Problem:
Copy the lines below verbatim, but only from the line containing "Which roads connect" through the end of the data.

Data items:
Segment Open

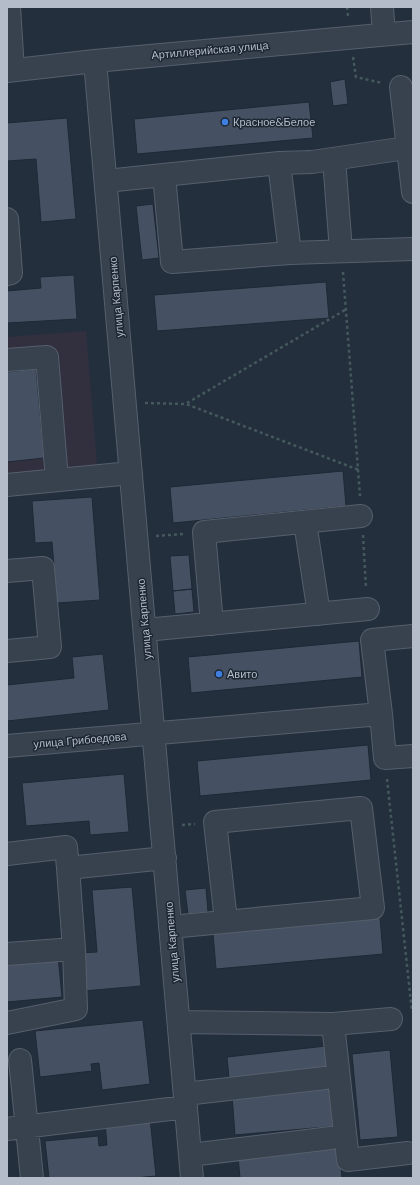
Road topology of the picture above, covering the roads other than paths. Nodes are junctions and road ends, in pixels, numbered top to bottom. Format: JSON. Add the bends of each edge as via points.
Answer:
{"nodes":[{"id":1,"x":10,"y":7,"type":"edge"},
{"id":2,"x":382,"y":7,"type":"edge"},
{"id":3,"x":413,"y":32,"type":"edge"},
{"id":4,"x":384,"y":34,"type":"junction"},
{"id":5,"x":95,"y":61,"type":"junction"},
{"id":6,"x":10,"y":70,"type":"edge"},
{"id":7,"x":401,"y":88,"type":"dead end"},
{"id":8,"x":410,"y":147,"type":"edge"},
{"id":9,"x":334,"y":159,"type":"junction"},
{"id":10,"x":279,"y":163,"type":"junction"},
{"id":11,"x":164,"y":175,"type":"junction"},
{"id":12,"x":106,"y":181,"type":"junction"},
{"id":13,"x":413,"y":192,"type":"edge"},
{"id":14,"x":7,"y":219,"type":"edge"},
{"id":15,"x":413,"y":249,"type":"edge"},
{"id":16,"x":341,"y":251,"type":"junction"},
{"id":17,"x":290,"y":253,"type":"junction"},
{"id":18,"x":7,"y":274,"type":"edge"},
{"id":19,"x":7,"y":360,"type":"edge"},
{"id":20,"x":131,"y":473,"type":"junction"},
{"id":21,"x":57,"y":480,"type":"junction"},
{"id":22,"x":7,"y":485,"type":"edge"},
{"id":23,"x":361,"y":516,"type":"road end"},
{"id":24,"x":305,"y":522,"type":"junction"},
{"id":25,"x":7,"y":570,"type":"edge"},
{"id":26,"x":368,"y":608,"type":"road end"},
{"id":27,"x":319,"y":614,"type":"junction"},
{"id":28,"x":212,"y":624,"type":"junction"},
{"id":29,"x":145,"y":630,"type":"junction"},
{"id":30,"x":413,"y":636,"type":"edge"},
{"id":31,"x":7,"y":651,"type":"edge"},
{"id":32,"x":381,"y":714,"type":"junction"},
{"id":33,"x":154,"y":734,"type":"junction"},
{"id":34,"x":7,"y":746,"type":"edge"},
{"id":35,"x":413,"y":756,"type":"edge"},
{"id":36,"x":7,"y":854,"type":"edge"},
{"id":37,"x":164,"y":858,"type":"junction"},
{"id":38,"x":68,"y":868,"type":"junction"},
{"id":39,"x":226,"y":921,"type":"junction"},
{"id":40,"x":170,"y":927,"type":"junction"},
{"id":41,"x":74,"y":949,"type":"junction"},
{"id":42,"x":7,"y":954,"type":"edge"},
{"id":43,"x":391,"y":1019,"type":"dead end"},
{"id":44,"x":7,"y":1022,"type":"edge"},
{"id":45,"x":179,"y":1022,"type":"junction"},
{"id":46,"x":333,"y":1024,"type":"junction"},
{"id":47,"x":20,"y":1060,"type":"dead end"},
{"id":48,"x":325,"y":1078,"type":"dead end"},
{"id":49,"x":185,"y":1100,"type":"junction"},
{"id":50,"x":17,"y":1128,"type":"edge"},
{"id":51,"x":331,"y":1138,"type":"dead end"},
{"id":52,"x":408,"y":1153,"type":"dead end"},
{"id":53,"x":190,"y":1155,"type":"junction"},
{"id":54,"x":32,"y":1178,"type":"edge"},
{"id":55,"x":192,"y":1178,"type":"edge"}],
"edges":[{"from":1,"to":6,"type":"street"},
{"from":2,"to":4,"type":"street"},
{"from":3,"to":4,"type":"street","name":"Артиллерийская улица"},
{"from":4,"to":5,"type":"street","name":"Артиллерийская улица"},
{"from":5,"to":6,"type":"street","name":"Артиллерийская улица"},
{"from":5,"to":12,"type":"street","name":"улица Карпенко"},
{"from":7,"to":8,"type":"street"},
{"from":8,"to":9,"type":"street"},
{"from":8,"to":13,"type":"street"},
{"from":9,"to":10,"type":"street"},
{"from":9,"to":16,"type":"street"},
{"from":10,"to":11,"type":"street"},
{"from":10,"to":17,"type":"street"},
{"from":11,"to":12,"type":"street"},
{"from":11,"to":17,"type":"street","via":[[172,262]]},
{"from":12,"to":20,"type":"street","name":"улица Карпенко"},
{"from":14,"to":18,"type":"street","via":[[11,273]]},
{"from":15,"to":16,"type":"street"},
{"from":16,"to":17,"type":"street"},
{"from":19,"to":21,"type":"street","via":[[47,357]]},
{"from":20,"to":21,"type":"street"},
{"from":20,"to":29,"type":"street","name":"улица Карпенко"},
{"from":21,"to":22,"type":"street"},
{"from":23,"to":24,"type":"street"},
{"from":24,"to":27,"type":"street"},
{"from":24,"to":28,"type":"street","via":[[204,532]]},
{"from":25,"to":31,"type":"street","via":[[43,568],[50,647]]},
{"from":26,"to":27,"type":"street"},
{"from":27,"to":28,"type":"street"},
{"from":28,"to":29,"type":"street"},
{"from":29,"to":33,"type":"street","name":"улица Карпенко"},
{"from":30,"to":32,"type":"street","via":[[372,640]]},
{"from":32,"to":33,"type":"street","name":"улица Грибоедова"},
{"from":32,"to":35,"type":"street","via":[[385,758]]},
{"from":33,"to":34,"type":"street","name":"улица Грибоедова"},
{"from":33,"to":37,"type":"street","name":"улица Карпенко"},
{"from":36,"to":38,"type":"street","via":[[66,847]]},
{"from":37,"to":38,"type":"street"},
{"from":37,"to":40,"type":"street","name":"улица Карпенко"},
{"from":38,"to":41,"type":"street"},
{"from":39,"to":39,"type":"street","via":[[373,908],[361,808],[216,822]]},
{"from":39,"to":40,"type":"street"},
{"from":40,"to":45,"type":"street","name":"улица Карпенко"},
{"from":41,"to":42,"type":"street"},
{"from":41,"to":44,"type":"street","via":[[76,1008]]},
{"from":43,"to":46,"type":"street"},
{"from":45,"to":46,"type":"street"},
{"from":45,"to":49,"type":"street","name":"улица Карпенко"},
{"from":46,"to":52,"type":"street","via":[[348,1160]]},
{"from":47,"to":50,"type":"street"},
{"from":48,"to":49,"type":"street"},
{"from":49,"to":50,"type":"street"},
{"from":49,"to":53,"type":"street","name":"улица Карпенко"},
{"from":50,"to":54,"type":"street"},
{"from":51,"to":53,"type":"street"},
{"from":53,"to":55,"type":"street","name":"улица Карпенко"}]}
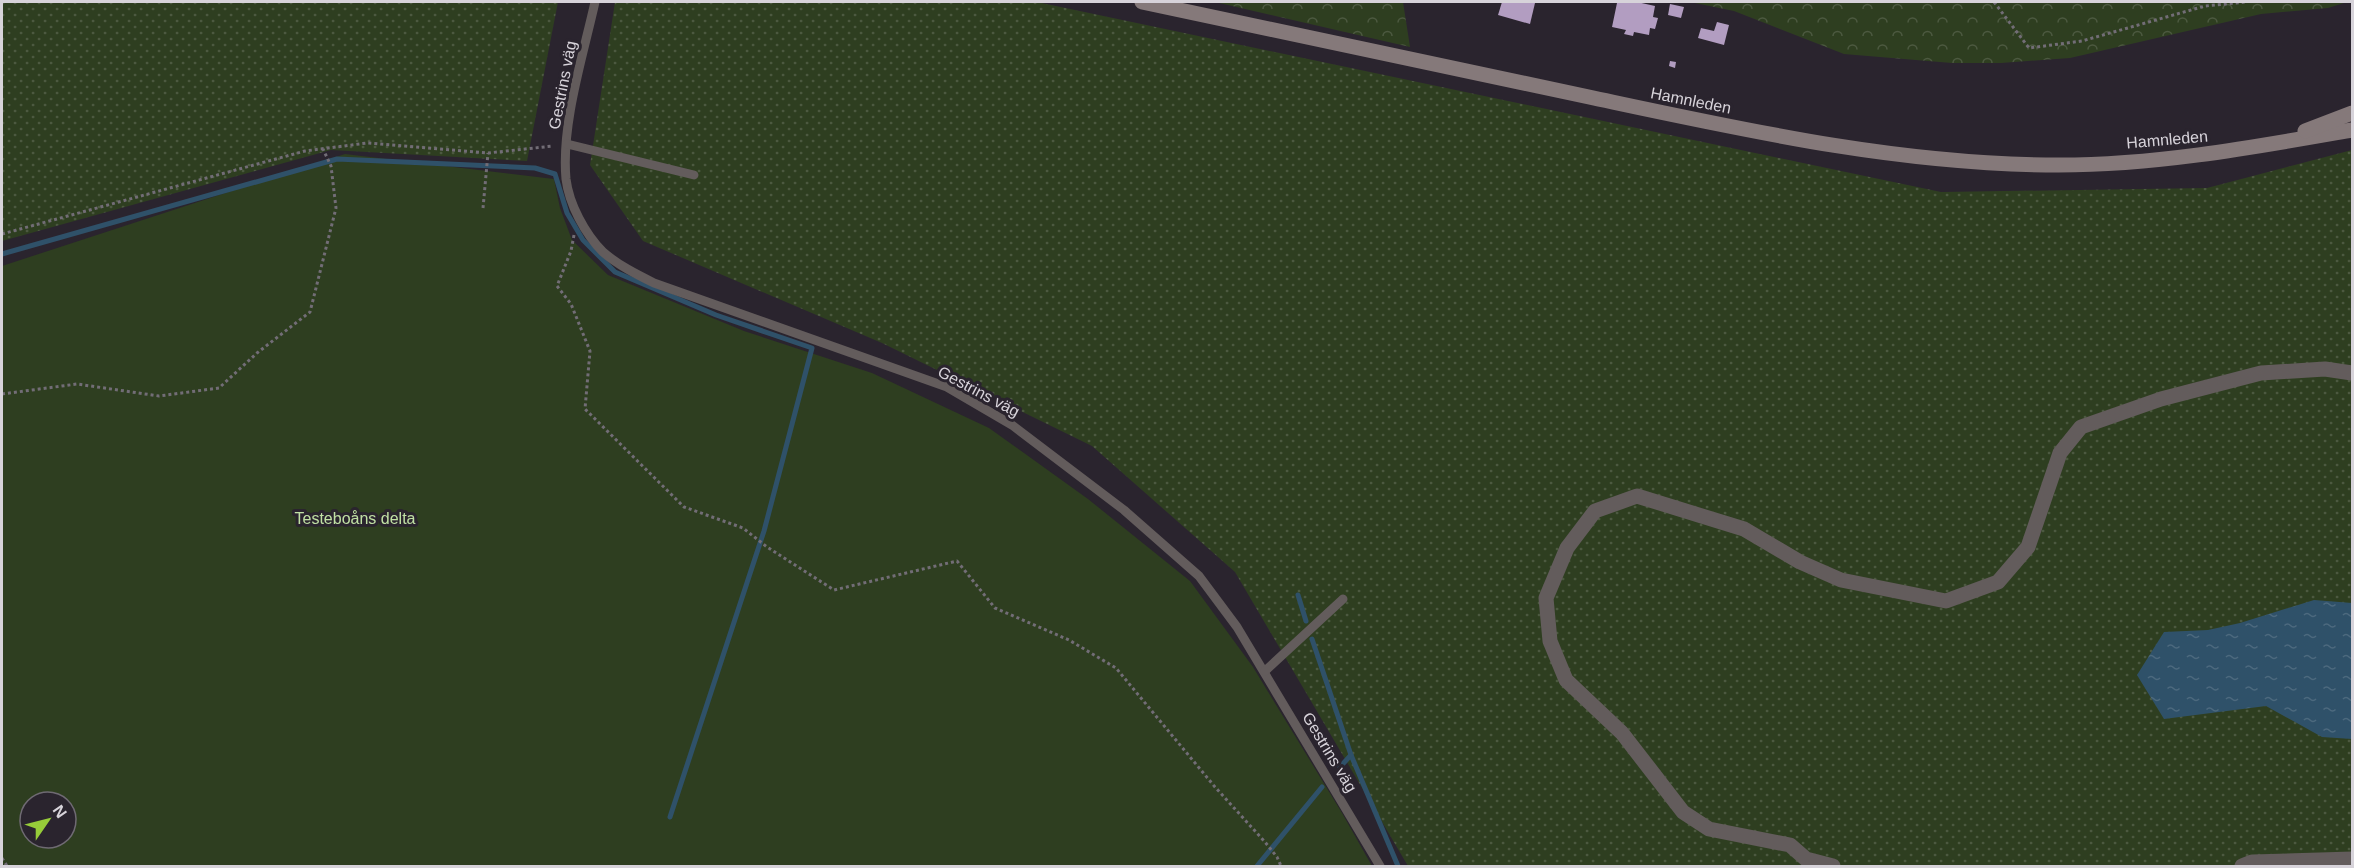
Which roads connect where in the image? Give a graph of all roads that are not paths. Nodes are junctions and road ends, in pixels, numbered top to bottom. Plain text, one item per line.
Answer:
1 (595, 2) edge
2 (1142, 2) edge
3 (2352, 113) edge
4 (2352, 130) edge
5 (567, 144) junction
6 (2240, 150) junction
7 (694, 175) dead end
8 (2352, 373) edge
9 (1343, 599) dead end
10 (1264, 671) junction
11 (2352, 859) edge
12 (1380, 867) edge
13 (1833, 867) edge
14 (2242, 867) edge

1 - 5 lane, Gestrins väg
2 - 6 main road, Hamnleden
3 - 6 main road, Hamnleden
4 - 6 main road, Hamnleden
5 - 7 lane
5 - 10 lane, Gestrins väg
8 - 13 street
9 - 10 lane
10 - 12 lane, Gestrins väg
11 - 14 street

Segment Closed

Expected output:
Which roads connect where in the image? Give a graph of all roads that are not paths. Nodes are junctions and road ends, in pixels, numbered top to bottom. Plain text, one item per line.
Answer:
1 (595, 2) edge
2 (1142, 2) edge
3 (2352, 113) edge
4 (2352, 130) edge
5 (567, 144) junction
6 (2240, 150) junction
7 (694, 175) dead end
8 (2352, 373) edge
9 (1343, 599) dead end
10 (1264, 671) junction
11 (2352, 859) edge
12 (1380, 867) edge
13 (1833, 867) edge
14 (2242, 867) edge

1 - 5 lane, Gestrins väg
2 - 6 main road, Hamnleden
3 - 6 main road, Hamnleden
4 - 6 main road, Hamnleden
5 - 7 lane
5 - 10 lane, Gestrins väg
8 - 13 street
9 - 10 lane
10 - 12 lane, Gestrins väg
11 - 14 street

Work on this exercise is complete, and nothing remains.